Exercise | Print each line of the material again, keeping everything exact.

[Records Boundary: Start]

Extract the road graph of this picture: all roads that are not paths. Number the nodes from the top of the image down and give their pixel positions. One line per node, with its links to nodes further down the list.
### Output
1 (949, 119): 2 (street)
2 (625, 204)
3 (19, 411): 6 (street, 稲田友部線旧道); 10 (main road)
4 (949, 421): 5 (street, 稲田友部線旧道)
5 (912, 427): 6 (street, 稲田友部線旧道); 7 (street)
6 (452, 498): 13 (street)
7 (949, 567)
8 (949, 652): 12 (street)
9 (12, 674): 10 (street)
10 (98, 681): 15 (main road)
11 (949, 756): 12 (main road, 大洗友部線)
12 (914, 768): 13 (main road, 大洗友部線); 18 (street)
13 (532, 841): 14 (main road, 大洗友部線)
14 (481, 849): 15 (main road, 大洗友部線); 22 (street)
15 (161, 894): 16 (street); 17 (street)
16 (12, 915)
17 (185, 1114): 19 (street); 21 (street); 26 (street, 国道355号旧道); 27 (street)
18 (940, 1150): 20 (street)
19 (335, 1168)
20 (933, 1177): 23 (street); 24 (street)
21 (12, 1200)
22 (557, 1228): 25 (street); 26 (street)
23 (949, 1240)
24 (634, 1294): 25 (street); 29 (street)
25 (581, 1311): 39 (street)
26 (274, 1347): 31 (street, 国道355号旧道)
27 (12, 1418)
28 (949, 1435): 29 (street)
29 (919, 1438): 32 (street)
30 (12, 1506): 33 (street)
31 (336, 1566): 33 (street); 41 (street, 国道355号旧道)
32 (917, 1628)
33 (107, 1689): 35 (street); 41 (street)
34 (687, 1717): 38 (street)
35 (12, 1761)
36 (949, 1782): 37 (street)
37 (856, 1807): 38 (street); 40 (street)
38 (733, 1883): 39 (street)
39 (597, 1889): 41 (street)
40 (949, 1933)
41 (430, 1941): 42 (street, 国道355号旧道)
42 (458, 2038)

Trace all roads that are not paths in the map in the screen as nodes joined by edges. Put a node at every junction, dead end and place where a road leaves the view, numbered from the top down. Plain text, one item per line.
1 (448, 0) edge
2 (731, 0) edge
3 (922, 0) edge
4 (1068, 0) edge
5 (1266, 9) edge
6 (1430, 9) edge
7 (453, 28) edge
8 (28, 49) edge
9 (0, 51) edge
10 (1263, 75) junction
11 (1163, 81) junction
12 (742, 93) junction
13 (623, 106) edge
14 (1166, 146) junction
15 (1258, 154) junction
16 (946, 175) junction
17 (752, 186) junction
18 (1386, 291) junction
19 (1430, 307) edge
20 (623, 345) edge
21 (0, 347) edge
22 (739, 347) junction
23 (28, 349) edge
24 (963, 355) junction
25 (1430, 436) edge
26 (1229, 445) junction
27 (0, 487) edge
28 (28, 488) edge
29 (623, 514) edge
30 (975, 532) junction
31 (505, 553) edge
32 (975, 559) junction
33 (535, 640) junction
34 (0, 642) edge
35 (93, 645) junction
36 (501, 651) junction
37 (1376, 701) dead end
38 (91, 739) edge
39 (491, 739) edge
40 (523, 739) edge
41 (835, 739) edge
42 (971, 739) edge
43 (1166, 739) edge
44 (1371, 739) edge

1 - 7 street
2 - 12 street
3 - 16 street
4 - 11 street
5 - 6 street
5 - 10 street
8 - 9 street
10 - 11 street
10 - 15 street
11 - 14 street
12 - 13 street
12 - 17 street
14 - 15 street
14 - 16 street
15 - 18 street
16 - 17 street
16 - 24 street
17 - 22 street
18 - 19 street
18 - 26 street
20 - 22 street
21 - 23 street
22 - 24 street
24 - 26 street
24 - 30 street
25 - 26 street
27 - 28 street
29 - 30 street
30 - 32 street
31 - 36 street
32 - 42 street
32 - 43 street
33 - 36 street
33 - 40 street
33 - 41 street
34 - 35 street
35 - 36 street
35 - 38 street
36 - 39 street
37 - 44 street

[Records Boundary: End]

Response area |
Extract the road graph of this picture: all roads that are not paths. Number the nodes from the top of the image down and give their pixel positions. One line per node, with its links to nodes further down the list.
### Output
1 (949, 119): 2 (street)
2 (625, 204)
3 (19, 411): 6 (street, 稲田友部線旧道); 10 (main road)
4 (949, 421): 5 (street, 稲田友部線旧道)
5 (912, 427): 6 (street, 稲田友部線旧道); 7 (street)
6 (452, 498): 13 (street)
7 (949, 567)
8 (949, 652): 12 (street)
9 (12, 674): 10 (street)
10 (98, 681): 15 (main road)
11 (949, 756): 12 (main road, 大洗友部線)
12 (914, 768): 13 (main road, 大洗友部線); 18 (street)
13 (532, 841): 14 (main road, 大洗友部線)
14 (481, 849): 15 (main road, 大洗友部線); 22 (street)
15 (161, 894): 16 (street); 17 (street)
16 (12, 915)
17 (185, 1114): 19 (street); 21 (street); 26 (street, 国道355号旧道); 27 (street)
18 (940, 1150): 20 (street)
19 (335, 1168)
20 (933, 1177): 23 (street); 24 (street)
21 (12, 1200)
22 (557, 1228): 25 (street); 26 (street)
23 (949, 1240)
24 (634, 1294): 25 (street); 29 (street)
25 (581, 1311): 39 (street)
26 (274, 1347): 31 (street, 国道355号旧道)
27 (12, 1418)
28 (949, 1435): 29 (street)
29 (919, 1438): 32 (street)
30 (12, 1506): 33 (street)
31 (336, 1566): 33 (street); 41 (street, 国道355号旧道)
32 (917, 1628)
33 (107, 1689): 35 (street); 41 (street)
34 (687, 1717): 38 (street)
35 (12, 1761)
36 (949, 1782): 37 (street)
37 (856, 1807): 38 (street); 40 (street)
38 (733, 1883): 39 (street)
39 (597, 1889): 41 (street)
40 (949, 1933)
41 (430, 1941): 42 (street, 国道355号旧道)
42 (458, 2038)

Trace all roads that are not paths in the map in the screen as nodes joined by edges. Put a node at every junction, dead end and place where a road leaves the view, numbered from the top down. Plain text, one item per line.
1 (448, 0) edge
2 (731, 0) edge
3 (922, 0) edge
4 (1068, 0) edge
5 (1266, 9) edge
6 (1430, 9) edge
7 (453, 28) edge
8 (28, 49) edge
9 (0, 51) edge
10 (1263, 75) junction
11 (1163, 81) junction
12 (742, 93) junction
13 (623, 106) edge
14 (1166, 146) junction
15 (1258, 154) junction
16 (946, 175) junction
17 (752, 186) junction
18 (1386, 291) junction
19 (1430, 307) edge
20 (623, 345) edge
21 (0, 347) edge
22 (739, 347) junction
23 (28, 349) edge
24 (963, 355) junction
25 (1430, 436) edge
26 (1229, 445) junction
27 (0, 487) edge
28 (28, 488) edge
29 (623, 514) edge
30 (975, 532) junction
31 (505, 553) edge
32 (975, 559) junction
33 (535, 640) junction
34 (0, 642) edge
35 (93, 645) junction
36 (501, 651) junction
37 (1376, 701) dead end
38 (91, 739) edge
39 (491, 739) edge
40 (523, 739) edge
41 (835, 739) edge
42 (971, 739) edge
43 (1166, 739) edge
44 (1371, 739) edge

1 - 7 street
2 - 12 street
3 - 16 street
4 - 11 street
5 - 6 street
5 - 10 street
8 - 9 street
10 - 11 street
10 - 15 street
11 - 14 street
12 - 13 street
12 - 17 street
14 - 15 street
14 - 16 street
15 - 18 street
16 - 17 street
16 - 24 street
17 - 22 street
18 - 19 street
18 - 26 street
20 - 22 street
21 - 23 street
22 - 24 street
24 - 26 street
24 - 30 street
25 - 26 street
27 - 28 street
29 - 30 street
30 - 32 street
31 - 36 street
32 - 42 street
32 - 43 street
33 - 36 street
33 - 40 street
33 - 41 street
34 - 35 street
35 - 36 street
35 - 38 street
36 - 39 street
37 - 44 street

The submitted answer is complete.